Trial and Retribution

By the early 1970s, Ceylon had changed its name to Sri Lanka; Mrs Bandaranaike, having been temporarily been ousted by her rival Dudley Senanayake, was back in power and a new threat to stability had arisen: the JVP movement.

As part of the measures to deal with the JVP, the Government introduced the Criminal Justice Commissions Act. Under this, some 130 insurgents were jailed, including one of the JVP’s prime-movers Rohanna Wijeweera.

However, the Act had implications for several people unconnected with the JVP. It was extended to a handful of individuals accused of Exchange Control Offences – among them Sir Oliver Goonetilleke.

Aged 82, he was tried in absentia and sentenced to four years rigorous imprisonment and a fine of 950,000 rupees (£61,000).

While he could not be extradited, the sentence nevertheless had a discernible impact on his life. Having met and entertained the Queen on many State occasions, he was now banned from her presence. In a sense, he was doubly exiled. It must have been a stinging blow.

In 1977, Mrs Bandaranaike was defeated at the polls by Junius Jayewardene. He repealed the Act accusing the previous Government of having used it to destroy its opponents. Those who had been jailed under the provisions of the Act were released and an amnesty declared.

This sparked a flurry of communications between the British High Commission in Colombo and the Foreign and Commonwealth Office in London. Due to their sensitive nature, these remained embargoed for 30 years.

Now available for public viewing, these documents reveal frantic activity by diplomats and civil servants in trying to establish the exact nature of Sir Oliver’s status under the amnesty.

The question is succinctly stated in a memo to Bob Dewar at the British High Commission, Colombo from R. E. Holloway, South Asian Department, Foreign and Commonwealth Office:

“We are of course particularly interested in Sir Oliver Goonetilleke and need a full account of where he now stands under Sri Lankan law. As you probably know Sir Oliver has been under a cloud in London since he was convicted and sentenced for the Exchange Control Offences. He is no longer invited to Royal functions or to other occasions at which the Queen is present.

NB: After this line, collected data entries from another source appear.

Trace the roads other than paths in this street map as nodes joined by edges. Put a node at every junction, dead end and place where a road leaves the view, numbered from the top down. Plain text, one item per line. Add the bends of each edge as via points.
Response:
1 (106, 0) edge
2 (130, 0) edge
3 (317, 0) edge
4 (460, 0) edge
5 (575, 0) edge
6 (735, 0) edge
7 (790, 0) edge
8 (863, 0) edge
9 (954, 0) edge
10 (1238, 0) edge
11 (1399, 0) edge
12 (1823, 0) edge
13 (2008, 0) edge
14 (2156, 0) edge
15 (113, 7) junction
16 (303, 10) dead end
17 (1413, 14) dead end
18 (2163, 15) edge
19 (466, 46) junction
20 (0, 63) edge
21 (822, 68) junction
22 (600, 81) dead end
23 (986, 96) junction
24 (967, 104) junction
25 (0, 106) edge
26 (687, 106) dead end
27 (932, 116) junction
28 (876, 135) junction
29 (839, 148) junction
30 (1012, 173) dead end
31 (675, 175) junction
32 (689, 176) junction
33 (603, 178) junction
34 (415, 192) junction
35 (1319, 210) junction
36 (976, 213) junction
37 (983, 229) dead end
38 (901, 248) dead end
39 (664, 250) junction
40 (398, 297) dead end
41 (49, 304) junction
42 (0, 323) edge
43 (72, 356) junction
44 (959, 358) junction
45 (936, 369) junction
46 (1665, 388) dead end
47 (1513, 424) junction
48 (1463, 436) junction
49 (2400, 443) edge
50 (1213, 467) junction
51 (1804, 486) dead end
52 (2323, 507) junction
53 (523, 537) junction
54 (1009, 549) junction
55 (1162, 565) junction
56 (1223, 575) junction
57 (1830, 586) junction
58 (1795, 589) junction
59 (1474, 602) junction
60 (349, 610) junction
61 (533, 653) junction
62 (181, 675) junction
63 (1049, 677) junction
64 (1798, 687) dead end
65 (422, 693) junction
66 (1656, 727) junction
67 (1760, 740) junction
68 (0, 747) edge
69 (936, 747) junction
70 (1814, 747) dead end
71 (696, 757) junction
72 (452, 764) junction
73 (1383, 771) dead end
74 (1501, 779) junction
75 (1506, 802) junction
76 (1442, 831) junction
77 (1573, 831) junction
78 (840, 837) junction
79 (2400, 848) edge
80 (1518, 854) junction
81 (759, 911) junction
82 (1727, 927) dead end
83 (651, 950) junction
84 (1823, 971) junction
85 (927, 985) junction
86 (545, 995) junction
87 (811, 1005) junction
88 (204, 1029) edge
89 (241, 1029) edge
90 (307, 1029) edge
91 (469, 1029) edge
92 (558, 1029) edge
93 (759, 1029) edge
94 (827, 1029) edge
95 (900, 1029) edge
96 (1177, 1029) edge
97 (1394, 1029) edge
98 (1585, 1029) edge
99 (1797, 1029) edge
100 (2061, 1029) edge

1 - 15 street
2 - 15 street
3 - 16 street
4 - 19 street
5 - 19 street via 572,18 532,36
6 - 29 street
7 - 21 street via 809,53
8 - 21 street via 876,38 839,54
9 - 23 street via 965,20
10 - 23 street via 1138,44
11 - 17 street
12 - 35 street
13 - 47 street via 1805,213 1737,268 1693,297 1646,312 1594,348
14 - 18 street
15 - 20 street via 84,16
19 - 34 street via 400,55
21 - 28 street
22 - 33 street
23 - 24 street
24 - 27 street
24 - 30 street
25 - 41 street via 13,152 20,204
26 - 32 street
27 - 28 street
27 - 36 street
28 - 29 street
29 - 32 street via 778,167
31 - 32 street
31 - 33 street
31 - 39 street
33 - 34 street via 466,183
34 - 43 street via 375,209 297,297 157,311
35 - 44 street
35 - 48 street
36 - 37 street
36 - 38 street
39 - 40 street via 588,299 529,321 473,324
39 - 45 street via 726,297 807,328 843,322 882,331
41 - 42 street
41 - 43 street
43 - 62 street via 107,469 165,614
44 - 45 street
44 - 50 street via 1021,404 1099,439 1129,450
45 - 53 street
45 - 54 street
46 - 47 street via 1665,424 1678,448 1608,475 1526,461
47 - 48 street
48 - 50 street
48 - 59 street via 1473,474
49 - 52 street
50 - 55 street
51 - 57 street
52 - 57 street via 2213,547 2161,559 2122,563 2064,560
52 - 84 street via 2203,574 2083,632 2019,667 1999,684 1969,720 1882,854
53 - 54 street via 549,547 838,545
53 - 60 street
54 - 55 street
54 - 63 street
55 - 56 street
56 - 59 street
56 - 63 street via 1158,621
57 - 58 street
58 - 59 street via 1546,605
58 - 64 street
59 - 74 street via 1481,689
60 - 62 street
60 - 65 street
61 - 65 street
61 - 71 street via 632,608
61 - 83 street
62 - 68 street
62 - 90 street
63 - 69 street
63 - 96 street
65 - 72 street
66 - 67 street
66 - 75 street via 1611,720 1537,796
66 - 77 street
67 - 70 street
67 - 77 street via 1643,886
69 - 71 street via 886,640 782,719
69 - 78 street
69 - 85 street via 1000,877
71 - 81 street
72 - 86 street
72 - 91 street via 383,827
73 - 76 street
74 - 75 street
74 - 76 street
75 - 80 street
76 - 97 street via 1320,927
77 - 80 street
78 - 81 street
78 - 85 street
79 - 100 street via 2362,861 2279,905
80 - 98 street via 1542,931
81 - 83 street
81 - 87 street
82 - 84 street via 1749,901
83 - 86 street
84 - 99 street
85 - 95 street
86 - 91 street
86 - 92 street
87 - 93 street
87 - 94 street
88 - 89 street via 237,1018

We must now advise the Lord Chamberlain on whether, according to Sri Lankan law and in the eyes of the Sri Lankan Government, he is entirely redeemed.”

Other memos show that these concerns were due not only to the niceties of royal protocol but also to an anxiety “that the Sri Lanka Government might take it amiss if we were seen still to be treating him [Sir Oliver] as a distinguished elder statesman.”

Sir Oliver was eventually re-instated and his name cleared, allowing him to return home to Sri Lanka where he died a few months later at the age of 84. Sadly, this last chapter of his life does not reflect well on any of the individuals or authorities who had benefited from his years of devoted service. Some actively sought his final ignominy while others passively complied with it.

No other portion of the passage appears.